The task: On the basis of the records below, report how many lines contain the word "main". Nothing else should be given.

Information shown:
----------

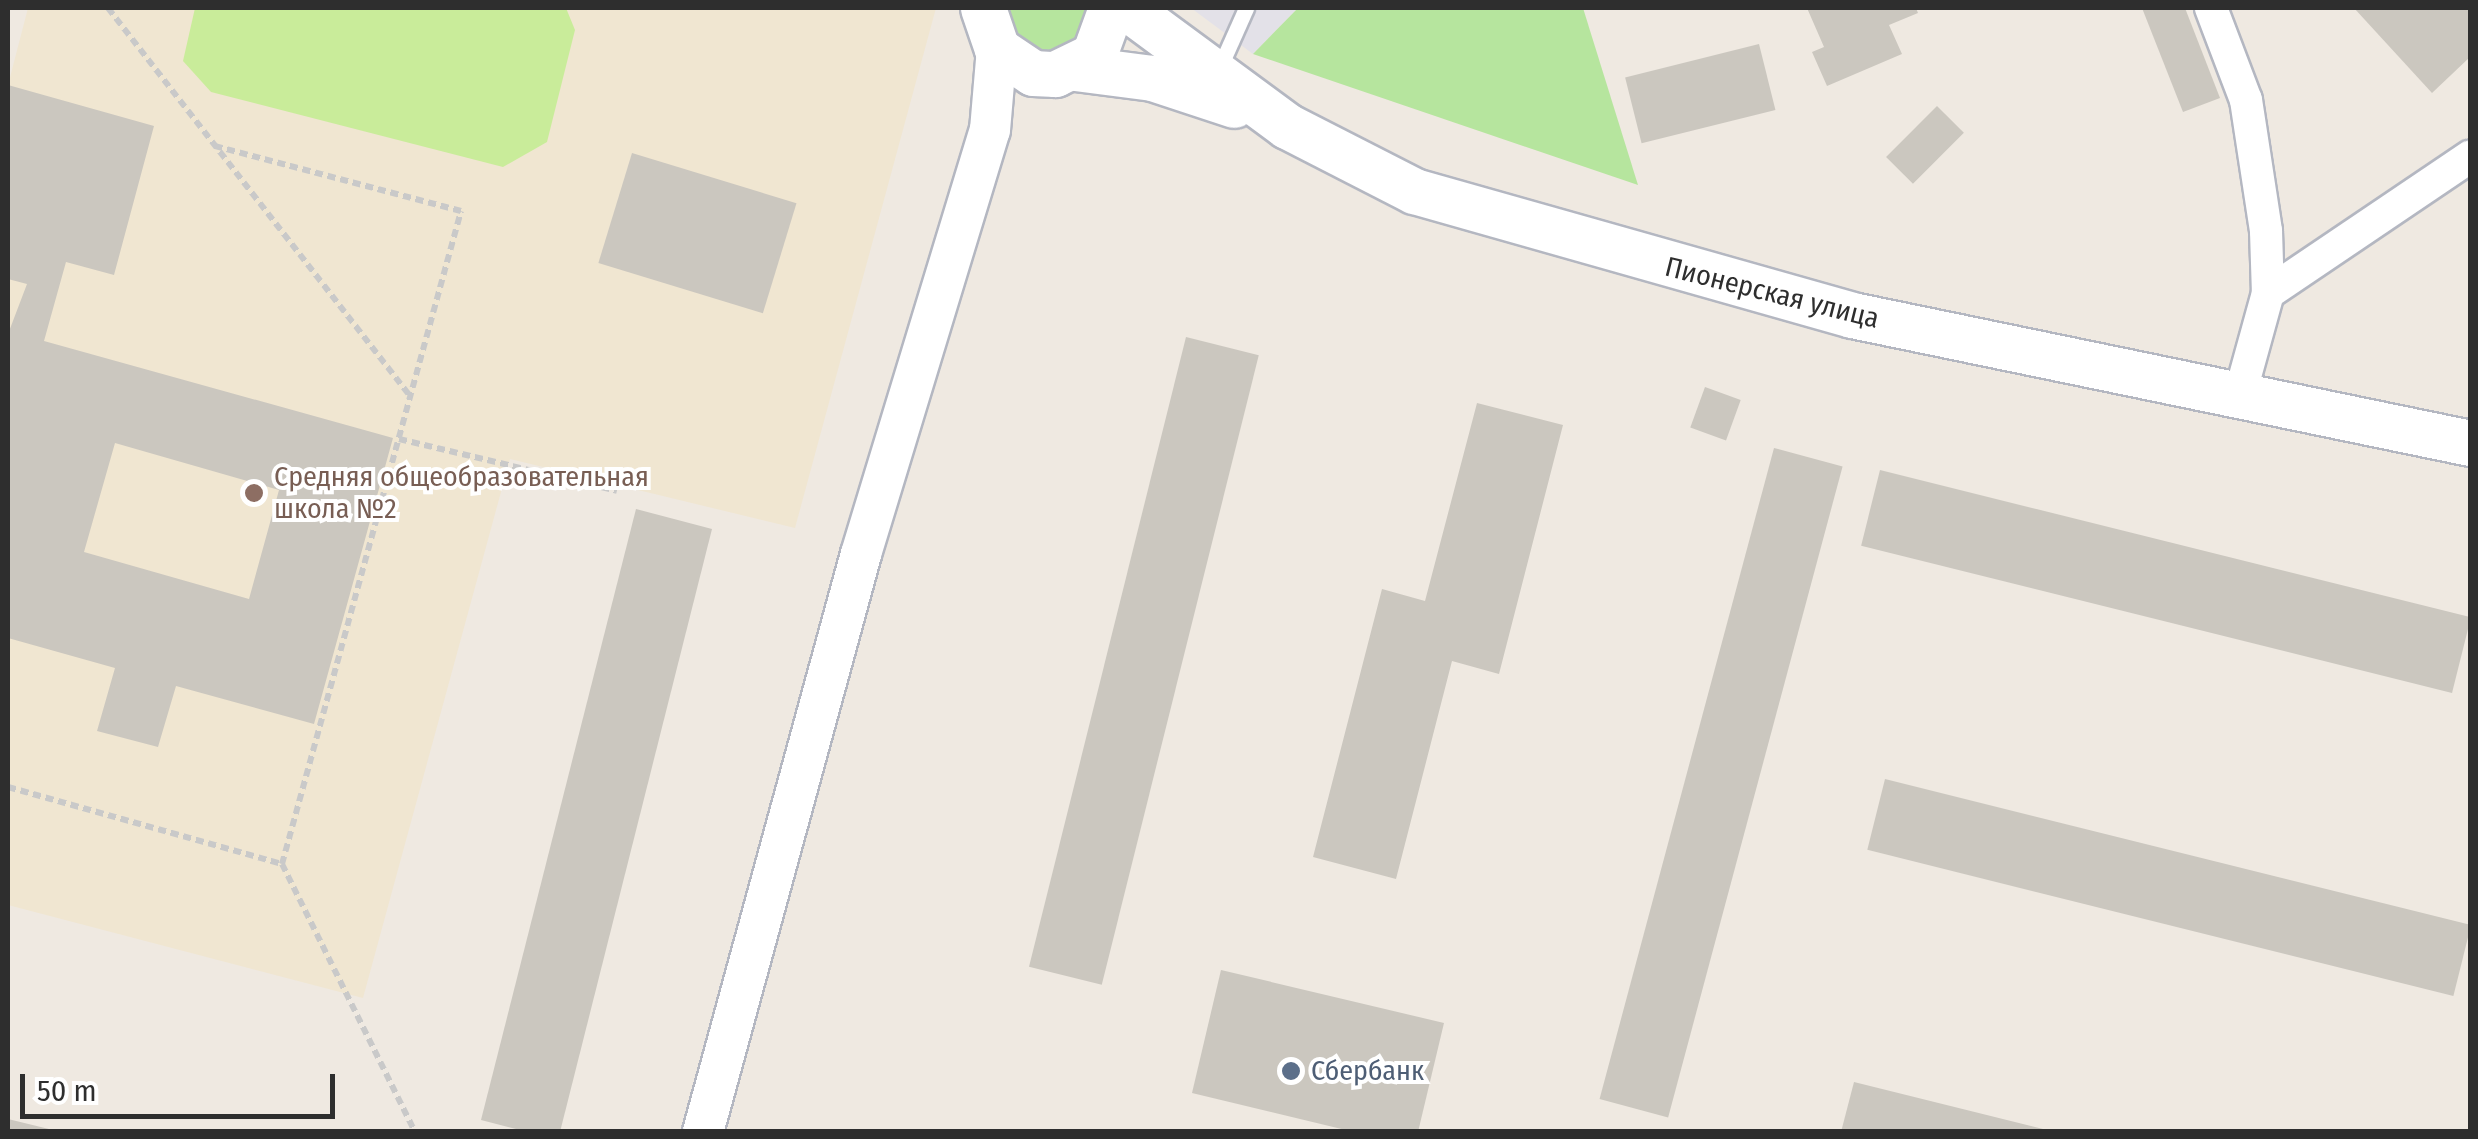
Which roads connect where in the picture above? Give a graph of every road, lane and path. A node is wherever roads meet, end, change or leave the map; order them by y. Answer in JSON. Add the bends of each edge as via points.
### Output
{"nodes":[{"id":1,"x":108,"y":8,"type":"edge"},
{"id":2,"x":982,"y":8,"type":"edge"},
{"id":3,"x":1111,"y":8,"type":"edge"},
{"id":4,"x":1127,"y":8,"type":"edge"},
{"id":5,"x":1246,"y":8,"type":"edge"},
{"id":6,"x":2211,"y":8,"type":"edge"},
{"id":7,"x":1164,"y":22,"type":"edge"},
{"id":8,"x":996,"y":50,"type":"junction"},
{"id":9,"x":1065,"y":71,"type":"junction"},
{"id":10,"x":1217,"y":75,"type":"junction"},
{"id":11,"x":1287,"y":126,"type":"junction"},
{"id":12,"x":990,"y":130,"type":"junction"},
{"id":13,"x":211,"y":145,"type":"junction"},
{"id":14,"x":2470,"y":157,"type":"edge"},
{"id":15,"x":2268,"y":293,"type":"junction"},
{"id":16,"x":2240,"y":391,"type":"junction"},
{"id":17,"x":410,"y":396,"type":"junction"},
{"id":18,"x":399,"y":439,"type":"junction"},
{"id":19,"x":2470,"y":443,"type":"edge"},
{"id":20,"x":617,"y":491,"type":"dead end"},
{"id":21,"x":8,"y":786,"type":"edge"},
{"id":22,"x":282,"y":864,"type":"junction"},
{"id":23,"x":414,"y":1132,"type":"edge"},
{"id":24,"x":704,"y":1132,"type":"edge"}],
"edges":[{"from":1,"to":13,"type":"path"},
{"from":2,"to":8,"type":"main road"},
{"from":3,"to":9,"type":"main road","via":[[1106,38]]},
{"from":4,"to":7,"type":"main road","name":"Пионерская улица"},
{"from":5,"to":10,"type":"lane"},
{"from":6,"to":15,"type":"street","via":[[2246,100]]},
{"from":7,"to":10,"type":"main road","name":"Пионерская улица"},
{"from":8,"to":9,"type":"main road","via":[[1033,73]]},
{"from":8,"to":12,"type":"street"},
{"from":9,"to":11,"type":"main road","via":[[1152,78]]},
{"from":9,"to":12,"type":"street"},
{"from":10,"to":11,"type":"main road","name":"Пионерская улица"},
{"from":11,"to":16,"type":"main road","name":"Пионерская улица","via":[[1414,191],[1680,272]]},
{"from":12,"to":24,"type":"street","via":[[861,554]]},
{"from":13,"to":17,"type":"path"},
{"from":13,"to":17,"type":"path","via":[[461,211]]},
{"from":14,"to":15,"type":"street"},
{"from":15,"to":16,"type":"street"},
{"from":16,"to":19,"type":"main road","name":"Пионерская улица"},
{"from":17,"to":18,"type":"path"},
{"from":18,"to":20,"type":"path"},
{"from":18,"to":22,"type":"path"},
{"from":21,"to":22,"type":"path"},
{"from":22,"to":23,"type":"path"}]}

----------

Written solution: 9